● **REQUIRED ACTION**:
Give back the whole listing verbatim, printing none of its pictures.

● **THE RECORDS**:
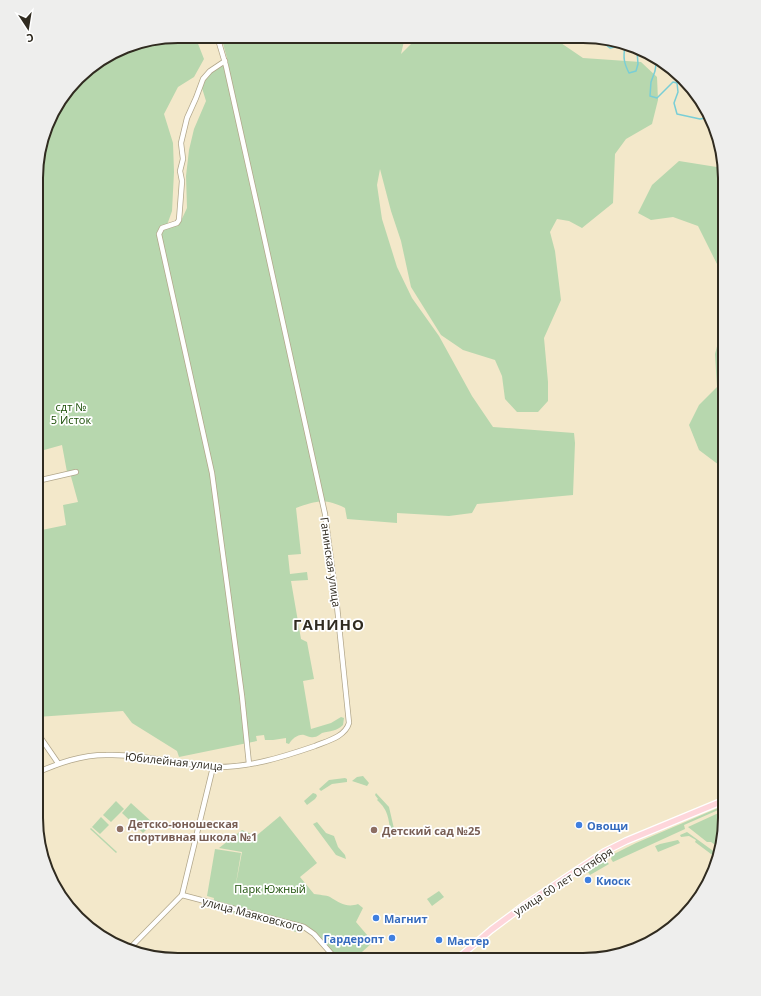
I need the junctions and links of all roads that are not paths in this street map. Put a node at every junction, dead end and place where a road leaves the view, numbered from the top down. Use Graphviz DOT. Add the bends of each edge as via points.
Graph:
graph roads {
  1 [pos="219,43"];
  2 [pos="224,61"];
  3 [pos="76,472"];
  4 [pos="43,480"];
  5 [pos="349,720"];
  6 [pos="43,741"];
  7 [pos="58,763"];
  8 [pos="249,764"];
  9 [pos="213,767"];
  10 [pos="43,770"];
  11 [pos="718,803"];
  12 [pos="182,894"];
  13 [pos="133,945"];
  14 [pos="331,953"];
  15 [pos="464,953"];
  1 -- 2 [label="street, Ганинская улица"];
  2 -- 5 [label="street, Ганинская улица" via="322,500 332,564"];
  2 -- 8 [label="street" via="203,79 188,114 181,143 183,158 180,171 182,181 179,220 162,228 159,234 212,473"];
  3 -- 4 [label="street"];
  5 -- 8 [label="street, Юбилейная улица" via="344,732 333,739 279,758"];
  6 -- 7 [label="street"];
  7 -- 9 [label="street, Юбилейная улица" via="87,756 124,755"];
  7 -- 10 [label="street, Юбилейная улица"];
  8 -- 9 [label="street, Юбилейная улица"];
  9 -- 12 [label="street"];
  11 -- 15 [label="main road, улица 60 лет Октября" via="604,852 526,904"];
  12 -- 13 [label="street"];
  12 -- 14 [label="street, улица Маяковского" via="304,927"];
}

● **ANSWER TO THIS EXERCISE**:
I need the junctions and links of all roads that are not paths in this street map. Put a node at every junction, dead end and place where a road leaves the view, numbered from the top down. Use Graphviz DOT. Add the bends of each edge as via points.
Graph:
graph roads {
  1 [pos="219,43"];
  2 [pos="224,61"];
  3 [pos="76,472"];
  4 [pos="43,480"];
  5 [pos="349,720"];
  6 [pos="43,741"];
  7 [pos="58,763"];
  8 [pos="249,764"];
  9 [pos="213,767"];
  10 [pos="43,770"];
  11 [pos="718,803"];
  12 [pos="182,894"];
  13 [pos="133,945"];
  14 [pos="331,953"];
  15 [pos="464,953"];
  1 -- 2 [label="street, Ганинская улица"];
  2 -- 5 [label="street, Ганинская улица" via="322,500 332,564"];
  2 -- 8 [label="street" via="203,79 188,114 181,143 183,158 180,171 182,181 179,220 162,228 159,234 212,473"];
  3 -- 4 [label="street"];
  5 -- 8 [label="street, Юбилейная улица" via="344,732 333,739 279,758"];
  6 -- 7 [label="street"];
  7 -- 9 [label="street, Юбилейная улица" via="87,756 124,755"];
  7 -- 10 [label="street, Юбилейная улица"];
  8 -- 9 [label="street, Юбилейная улица"];
  9 -- 12 [label="street"];
  11 -- 15 [label="main road, улица 60 лет Октября" via="604,852 526,904"];
  12 -- 13 [label="street"];
  12 -- 14 [label="street, улица Маяковского" via="304,927"];
}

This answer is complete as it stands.